On les fait monter dans des cars confortables pour être dirigés vers des centres d’accueil. Des hommes jeunes venus pour la plupart de l’Afrique sub-saharienne, du Soudan principalement et qui n’avaient qu’un seul espoir, un seul désir : passer en Angleterre. La Grande-Bretagne comme eldorado. Eh bien non ! Ils ne verront pas les côtes de la blanche Albion. Pas tout de suite du moins! Il leur faudra attendre que leur situation soit examinée par les autorités françaises. On se demande d’ailleurs bien pourquoi nos fonctionnaires se chargent d’un travail qui incomberait normalement aux britanniques !

Réactions hostiles

En attendant, ceux que l’on appelle les « migrants », mais que nous qualifierons de « clandestins » puisqu’ils sont entrés illégalement dans notre pays, sont pris en charge par l’Etat et logés aux frais du contribuable dans des centres de vacances ou des établissements désaffectés réquisitionnés par les préfectures, sans que les élus n’aient été consultés. Une absence de concertation qui provoque des réactions hostiles de la part des élus et des habitants concernés. Un très mauvais signal que donne ce pouvoir finissant aux millions d’hommes qui, au-delà de la Méditerranée, attendent de venir en France. Car, le mensonge d’Etat, relayé par les médias qui consistait à nous faire croire que les embarcations qui s’échouaient sur les côtes italiennes étaient remplies de réfugiés fuyant leur pays en guerre n’a pas résisté à la réalité des images. Les Syriens, les Irakiens ou les Afghans ne représentent qu’une infime partie de ces nouveaux « Boat people ». La très grande majorité d’entre eux sont, en réalité, des migrants économiques. Des hommes à 90 % qui viennent en Europe, et en France tout particulièrement, profiter des avantages sociaux qu’offre, encore, notre pays. Une immigration clandestine qui s’était fixée sur Calais depuis des années et qu’il aurait fallu traiter comme telle. A savoir, reconduire tous ces étrangers indésirables dans leur pays d’origine. La France ne pouvant accueillir toute la misère du monde, comme l’avait si bien dit en son temps un certain Michel Rocard.

Déboutés du droit d’asile

Car, que va-t-il se passer désormais ? En dépit des discours officiels, les occupants de la « jungle » de Calais ne vont pas tous accepter de rejoindre les fameux CAO (centres d’accueil et d’orientation). Ceux qui sont décidés coûte que coûte à passer en Angleterre vont se soustraire aux autorités et s’égayer dans la campagne vivant de rapines et de mendicité. A ceux-là se joindront tous ceux qui sont certains de ne pas bénéficier du droit d’asile. Combien sont-ils ? des centaines ? des milliers ? Les jours qui viennent permettront de faire une estimation approximative. Quand à ceux qui ont accepté l’offre des autorités d’être hébergés dans les CAO en attendant que soit examinée leur situation, nombre d’entre eux seront déboutés du droit d’asile. Combien accepteront de rentrer chez eux suite à l’obligation de quitter le territoire français ? Le dernier rapport de la Cour des comptes indique que 4 % seulement des étrangers en situation irrégulière acceptent la décision. Ce qui n’est guère encourageant !

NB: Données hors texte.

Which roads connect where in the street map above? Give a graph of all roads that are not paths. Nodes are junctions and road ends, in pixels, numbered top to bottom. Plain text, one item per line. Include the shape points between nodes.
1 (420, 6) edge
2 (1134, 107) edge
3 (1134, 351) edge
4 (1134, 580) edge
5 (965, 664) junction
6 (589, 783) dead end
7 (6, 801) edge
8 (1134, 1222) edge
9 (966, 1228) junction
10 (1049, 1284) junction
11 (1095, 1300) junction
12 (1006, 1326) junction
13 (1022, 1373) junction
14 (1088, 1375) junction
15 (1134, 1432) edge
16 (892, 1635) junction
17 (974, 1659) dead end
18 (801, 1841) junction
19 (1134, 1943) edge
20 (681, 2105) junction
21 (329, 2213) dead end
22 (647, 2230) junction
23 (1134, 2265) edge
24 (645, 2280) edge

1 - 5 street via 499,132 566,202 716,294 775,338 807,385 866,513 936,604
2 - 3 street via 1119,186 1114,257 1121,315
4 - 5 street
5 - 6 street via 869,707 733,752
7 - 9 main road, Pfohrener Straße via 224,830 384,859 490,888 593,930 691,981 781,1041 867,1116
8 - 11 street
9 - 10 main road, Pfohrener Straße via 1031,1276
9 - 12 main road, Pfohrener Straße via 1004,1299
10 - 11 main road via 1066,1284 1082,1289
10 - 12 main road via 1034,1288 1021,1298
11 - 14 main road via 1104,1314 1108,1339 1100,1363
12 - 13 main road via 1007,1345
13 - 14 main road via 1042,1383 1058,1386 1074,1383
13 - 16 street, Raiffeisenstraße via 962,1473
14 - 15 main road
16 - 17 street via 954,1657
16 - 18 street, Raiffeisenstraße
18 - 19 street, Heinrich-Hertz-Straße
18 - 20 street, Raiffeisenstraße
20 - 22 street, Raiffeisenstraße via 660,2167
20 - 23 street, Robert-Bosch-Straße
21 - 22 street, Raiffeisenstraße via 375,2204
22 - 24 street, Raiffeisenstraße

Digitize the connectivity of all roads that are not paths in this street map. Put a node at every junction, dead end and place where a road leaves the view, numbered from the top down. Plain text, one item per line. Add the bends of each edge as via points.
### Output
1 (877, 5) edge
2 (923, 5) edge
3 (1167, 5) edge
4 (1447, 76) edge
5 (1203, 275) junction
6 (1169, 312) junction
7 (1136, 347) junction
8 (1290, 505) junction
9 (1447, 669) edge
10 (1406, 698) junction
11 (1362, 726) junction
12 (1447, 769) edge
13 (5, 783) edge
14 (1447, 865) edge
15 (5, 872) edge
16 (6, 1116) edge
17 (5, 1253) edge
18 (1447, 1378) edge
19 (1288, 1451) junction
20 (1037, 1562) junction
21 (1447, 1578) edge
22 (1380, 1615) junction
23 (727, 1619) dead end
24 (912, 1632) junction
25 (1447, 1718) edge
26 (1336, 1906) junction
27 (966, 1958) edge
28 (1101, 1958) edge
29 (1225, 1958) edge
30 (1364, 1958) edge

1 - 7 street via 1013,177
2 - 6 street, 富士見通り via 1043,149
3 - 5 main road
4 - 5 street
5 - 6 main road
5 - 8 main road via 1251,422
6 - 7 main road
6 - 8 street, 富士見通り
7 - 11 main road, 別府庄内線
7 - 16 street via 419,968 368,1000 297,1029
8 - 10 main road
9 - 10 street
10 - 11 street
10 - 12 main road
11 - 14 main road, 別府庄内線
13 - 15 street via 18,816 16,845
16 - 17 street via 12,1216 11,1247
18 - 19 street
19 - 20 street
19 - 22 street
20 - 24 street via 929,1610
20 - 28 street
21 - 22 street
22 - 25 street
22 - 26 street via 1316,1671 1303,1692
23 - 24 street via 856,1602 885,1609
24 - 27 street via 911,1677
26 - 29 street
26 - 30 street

Voilà donc des gens qui ne voulaient pas venir chez nous et qui finiront cependant par y rester en bénéficiant de la générosité des pouvoirs publics et des associations d’aide humanitaire. Au titre du regroupement familial ils pourront même faire venir femmes et enfants, de façon officielle cette fois. Un tour de passe-passe pas très glorieux auquel s’est prêté le pouvoir en misant sur la propension naturelle des Français à s’émouvoir devant les malheurs du monde. Quand Jean Raspail a publié en 1972 « Le camp des saints » il a été insulté, traîné dans la boue par l’intelligentsia de la pensée unique. Dans ce roman visionnaire, l’écrivain évoquait la vague migratoire venue de l’autre rive de la Méditerranée qui allait submerger la France. Il imaginait un dernier carré de fidèles et de combattants composé de patriotes attachés à leur identité et à leur terroir qui s’insurgeaient contre la fraternité générale et le grand métissage. Un scénario qui est, malheureusement, en train de se réaliser ! Mais, comme disait l’autre : le pire n’est jamais certain !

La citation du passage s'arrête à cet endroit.